Intendant Markus Dietze gibt am Theater Koblenz seinen Regieeinstand mit "Jeff Koons" von Rainald Goetz  


Persiflage über die Selbstsucht
der bürgerlichen Kunst-Yuppies
 
 
ape. Koblenz.  Nach Oper und Ballett nun die erste große Schauspielpremiere unter der neuen Intendanz von Markus Dietze am Theater Koblenz. Mit „Jeff Koons“ von Rainald Goetz gab der Chef selbst am Wochenende seinen hiesigen Regie-Einstand. Weil man Dietzes Arbeiten zuvor im fernen Stendal nie gesehen hatte, lautete die bange Frage: Kann der so nette, kommunikative und vor Theaterenthusiasmus sprühende junge Mann auch ordentlich inszenieren?

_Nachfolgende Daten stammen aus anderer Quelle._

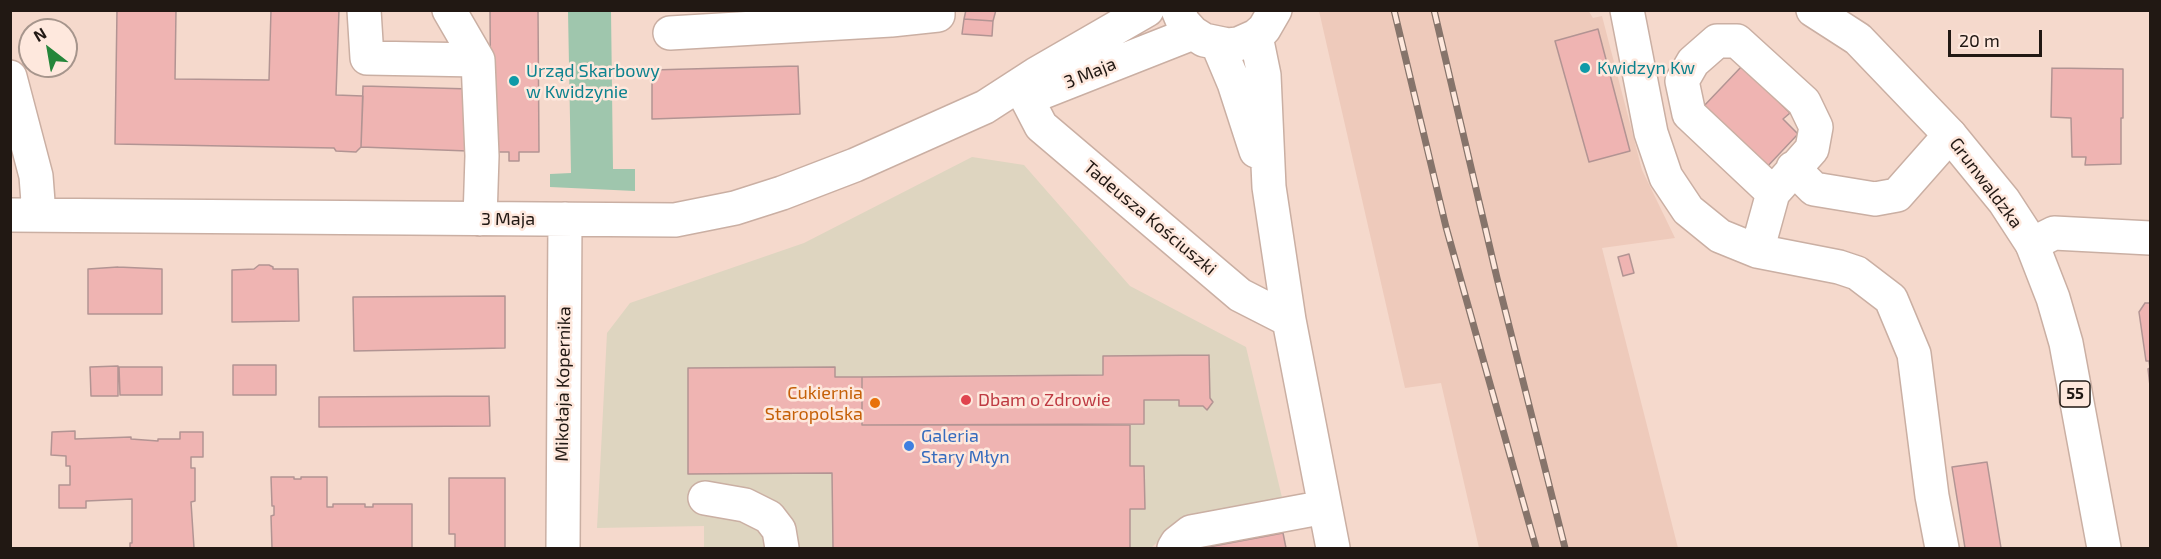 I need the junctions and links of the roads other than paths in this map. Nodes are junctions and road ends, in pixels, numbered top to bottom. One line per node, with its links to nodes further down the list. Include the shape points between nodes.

Erleichterte Antwort nach zweieinhalb Stunden:
Er kann.

Unübersehbar, dass da einer sein Handwerk versteht. Stimmiges Licht, sicheres Gefühl für Raumnutzung und Atmosphäre; dazu treffliche Personenführung mit Geschick dafür, aus neun Koblenz-Neulingen und vier übernommenen Mimen ein harmonisierendes Ensemble mit Potenzial zu bilden. Letzteres ist eine der ganz wichtigen Aufgaben für die Startphase einer neuen Theaterbelegschaft.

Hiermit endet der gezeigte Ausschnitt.